Existe certamente a obrigatoriedade de obtenção do consentimento livre, informado e prévio do paciente, nos termos de regramentos da medicina, tal como a seguir na primeira resolução de cunho bioético no Brasil expedida pelo CFM (Conselho Federal de Medicina), para regulamentar o consentimento do paciente:
Considerando que deve caber ao paciente, ou, em certos casos, a seus parentes ou responsáveis, a inteira responsabilidade pelo consentimento de todo e qualquer ato de elucidação diagnóstica ou terapêutica;
Considerando que o paciente deve ser informado do diagnóstico, prognóstico e tratamento de seu caso;
Considerando que cabe ao médico estabelecer bom entendimento na relação médico-paciente, em todos os casos;
Considerando que o médico deve sempre comunicar ao paciente a risco específico de todo e qualquer procedimento médico e cirúrgico;
Considerando que, especialmente em hospitais de ensino, freqüentemente se torna indicado o procedimento de meios de diagnóstico «post mortem»;
Considerando o que consta do Processo CFM n. 121/78, Considerando, finalmente, o decidido em Sessão Plenária realizada aos 12 dias do mês de fevereiro de 1982, resolve:
Art. 1o O médico deve solicitar a seu paciente o consentimento para as provas necessárias aos diagnóstico e terapêutica a que este será submetido.
Art. 2o Quando o paciente não estiver em plenas condições para decidir, o consentimento ou autorização para necropsia poderá ser dada por pessoa de sua família, ou seu responsável, em caso de paciente considerado incapaz.
Art. 3o Nos hospitais, casas de saúde, maternidades e outros estabelecimentos de saúde que internem pacientes, poderá ser solicitada autorização para necropsia, de preferência no ato do internamento.
Sem a atuação de acordo com o regramento da boa prática médica, muitos atendimentos e procedimentos podem ser realizados por vontade única e exclusiva do profissional de saúde, e até das instituições de saúde, tais quais hospitais, planos, fundações, associações e assim por diante.
Outras vezes a postura terapêutica do médico é consentida pelo paciente, mas impedida pelo plano de saúde ou pela instituição de saúde, por ingerência indevida no ato médico.
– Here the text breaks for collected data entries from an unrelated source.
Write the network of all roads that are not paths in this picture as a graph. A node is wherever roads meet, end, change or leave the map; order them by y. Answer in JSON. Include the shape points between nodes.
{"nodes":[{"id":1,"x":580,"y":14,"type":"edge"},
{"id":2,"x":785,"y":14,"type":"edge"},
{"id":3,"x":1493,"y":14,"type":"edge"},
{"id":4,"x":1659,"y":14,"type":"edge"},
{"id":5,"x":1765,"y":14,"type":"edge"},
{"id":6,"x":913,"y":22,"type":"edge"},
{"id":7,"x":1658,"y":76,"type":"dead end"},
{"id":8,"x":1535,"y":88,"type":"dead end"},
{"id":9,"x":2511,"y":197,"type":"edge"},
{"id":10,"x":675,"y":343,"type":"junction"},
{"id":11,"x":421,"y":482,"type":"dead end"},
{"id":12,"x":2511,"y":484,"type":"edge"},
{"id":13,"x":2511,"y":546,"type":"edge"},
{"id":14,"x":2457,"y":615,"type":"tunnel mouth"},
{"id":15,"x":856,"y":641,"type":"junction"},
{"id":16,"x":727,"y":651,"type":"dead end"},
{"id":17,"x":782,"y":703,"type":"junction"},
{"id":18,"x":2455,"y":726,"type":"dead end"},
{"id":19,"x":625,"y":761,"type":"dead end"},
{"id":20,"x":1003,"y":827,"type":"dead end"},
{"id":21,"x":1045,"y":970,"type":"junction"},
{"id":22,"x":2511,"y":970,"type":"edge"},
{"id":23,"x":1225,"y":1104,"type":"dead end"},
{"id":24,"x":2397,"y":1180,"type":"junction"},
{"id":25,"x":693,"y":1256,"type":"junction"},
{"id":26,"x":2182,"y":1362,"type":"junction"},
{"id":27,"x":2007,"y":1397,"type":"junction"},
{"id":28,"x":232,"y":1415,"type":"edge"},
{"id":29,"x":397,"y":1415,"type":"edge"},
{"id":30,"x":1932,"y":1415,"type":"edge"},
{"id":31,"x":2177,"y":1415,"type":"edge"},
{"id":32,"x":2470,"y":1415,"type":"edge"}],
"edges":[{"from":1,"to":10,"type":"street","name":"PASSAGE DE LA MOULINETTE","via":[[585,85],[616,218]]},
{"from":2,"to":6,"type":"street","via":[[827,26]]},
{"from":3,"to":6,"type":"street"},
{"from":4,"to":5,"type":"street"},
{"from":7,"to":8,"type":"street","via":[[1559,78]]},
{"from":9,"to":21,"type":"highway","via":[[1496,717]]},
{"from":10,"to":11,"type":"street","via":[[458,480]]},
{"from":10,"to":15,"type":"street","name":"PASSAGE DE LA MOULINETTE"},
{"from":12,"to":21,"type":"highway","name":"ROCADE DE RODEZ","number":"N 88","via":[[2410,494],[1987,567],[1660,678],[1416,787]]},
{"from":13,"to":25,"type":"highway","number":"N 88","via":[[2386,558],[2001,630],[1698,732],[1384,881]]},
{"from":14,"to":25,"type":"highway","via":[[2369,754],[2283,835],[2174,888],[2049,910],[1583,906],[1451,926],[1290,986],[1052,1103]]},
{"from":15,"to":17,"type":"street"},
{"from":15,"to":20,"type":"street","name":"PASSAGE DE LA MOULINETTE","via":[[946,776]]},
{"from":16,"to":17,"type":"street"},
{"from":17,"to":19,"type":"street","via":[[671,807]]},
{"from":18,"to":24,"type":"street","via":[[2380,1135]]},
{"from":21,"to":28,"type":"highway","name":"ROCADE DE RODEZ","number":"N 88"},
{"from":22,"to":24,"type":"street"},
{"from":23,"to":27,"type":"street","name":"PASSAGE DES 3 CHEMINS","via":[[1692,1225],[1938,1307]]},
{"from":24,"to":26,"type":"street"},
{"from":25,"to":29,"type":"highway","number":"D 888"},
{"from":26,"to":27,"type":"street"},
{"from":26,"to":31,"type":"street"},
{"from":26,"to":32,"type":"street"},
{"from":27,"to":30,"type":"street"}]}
O paciente, parte vulnerável na atividade de prestação de serviços de saúde, primeiro por estar doente, e segundo por ser consumidor, e que possivelmente é parte hipossuficiente da relação jurídica de direito material, sujeito aos abusos de poder econômico, fica sem alternativas e se submete mesmo sem saber a muitos protocolos de pesquisa com seres humanos, a medicamentos desnecessários e a procedimentos inúteis ou excessivamente nocivos à sua saúde especificamente considerada.
Não restam dúvidas que, neste contexto, não há alternativas ao prontuário médico, que deverá conter todas as informações, para a defesa de pacientes expostos às situações de questionável atuação profissional, e até mesmo para a defesa do profissional da saúde, na ocorrência de danos que se atribua à má-conduta, ou até mesmo em hipóteses de negativas indevidas de atendimentos e de tratamentos médicos.
Assim, o prontuário do paciente é o espaço físico onde as defesas e denúncias de má-atuação profissional necessariamente encontrarão suas moradas, naturalmente porque aquilo que ali constar, em relação direta de causalidade com o dano e com as necessidades de tratamentos, informará ao julgador e colocará sob a luz do direito a razão jurídica da solução ao impasse de saúde.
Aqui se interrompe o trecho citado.